= Gwendoline Davies =

Welsh philanthropist (1882–1951)

Gwendoline Elizabeth Davies, CH (11 February 1882 – 3 July 1951) was a Welsh philanthropist and patron of the arts who, with her sister Margaret, is recognised as the most influential collector of Impressionist and 20th-century art in Wales. She and her sister were independently wealthy, their fortune inherited from the businesses created by their grandfather, the industrialist David Davies. Davies and her sister created one of the most important private collections of art in Britain and donated their total of 260 works to what is now the National Museum Wales in the mid-20th century.

==Early life and education==
Gwendoline Davies was born at Llandinam, daughter of Edward Davies and his wife Mary, who was the daughter of Evan Jones, a Calvinistic Methodist minister. Edward was the only son of the industrialist and philanthropist David Davies. Gwendoline's brother David Davies, 1st Baron Davies, was elevated to the Peerage in 1932 and her sister was Margaret. Both girls were educated at Highfield School in Hendon.

==Arts patronage==
===Art collection===
In 1908 while travelling in Europe, the sisters began to collect art. In particular, they purchased many works by the Impressionists and post-Impressionists, although they also acquired holdings of 20th-century modern artists, such as Josef Herman, Oskar Kokoschka, Augustus John, Stanley Spencer, Frank Brangwyn, and Eric Gill. Hugh Blaker, art collector who was curator of the Holburne Museum from 1905 – 1913 was an adviser to the Davies sisters and assisted in securing their vast art collection.
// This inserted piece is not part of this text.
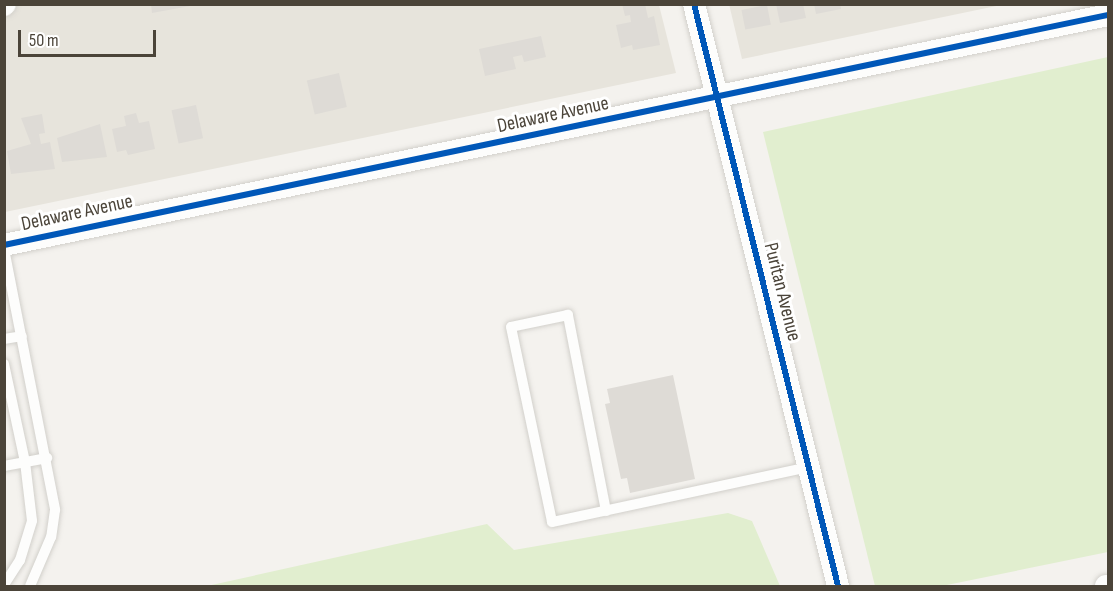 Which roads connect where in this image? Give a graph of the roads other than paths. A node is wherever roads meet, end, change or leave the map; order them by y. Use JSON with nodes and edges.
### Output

Gwendoline and Margaret Davies bought the mansion of Gregynog just after the First World War, following long discussions with their lifelong friend Thomas Jones, and set up an arts centre there. In 1923 the sisters launched the Gregynog Press, printing fine limited editions in both English and Welsh. Jones was chairman of the press throughout its existence.

===Music patronage – Gregynog Music Festival===
Whereas art was Margaret's passion, Gwen was a talented amateur musician. From 1933 to 1938, they sponsored the Gregynog Music Festival at their estate, a 3–4-day affair that included poetry readings. The festivals played host to important composers and other musical figures of the period, including Ralph Vaughan Williams, Edward Elgar, Gustav Holst, "the conductor Adrian Boult, and the poet Lascelles Abercrombie; and performers including Jelly d'Arányi and the Rothschild Quartet."

The sisters ended the festival during the build-up to the Second World War. It was revived during 1955–1961 by Ian Parrott, who was Gregynog Professor of Music at Aberystwyth for more than 30 years. The festival was revived again in 1988 by the tenor Anthony Rolfe Johnson. It continues under Rhian Davies's direction.

==Later life==
Neither of the sisters married. Gwen died in Oxford. Her ashes were buried at her birthplace of Llandinam, as were her sister's after her death in 1963.

==Art legacy==
In 1953 and 1961, the Davies sisters' collection of 260 works was bequeathed to the National Museum of Wales, forming the nucleus in the mid-20th century of its international art collection and greatly expanding its range. It has been called "one of the great British art collections of the 20th century."

In 1967, the Davies Memorial Gallery was purpose-built in Newtown, Powys with a legacy left by the Davies sisters. In January 2003, after major refurbishment, the Gallery re-opened as Oriel Davies Gallery in recognition of the sisters.

===Turners===
Among the works donated to the museum are seven oil paintings that were bought as J. M. W. Turners. Three of these, The Beacon Light, Margate Jetty and Off Margate, were subsequently judged to be fake, and were withdrawn from display. These works were re-examined for the BBC TV programme Fake or Fortune?, and in an episode broadcast in 2012 they were reinstated as genuine Turners.
All seven paintings will now be exhibited together.

==Honours==
- 1937: appointed a Member of the Order of the Companions of Honour

==Notes==
Gwendoline Elizabeth Davies should not be confused with the Hon. Gwendoline Rita Jean Davies (born 1929), the daughter of her brother, David Davies, 1st Baron Davies.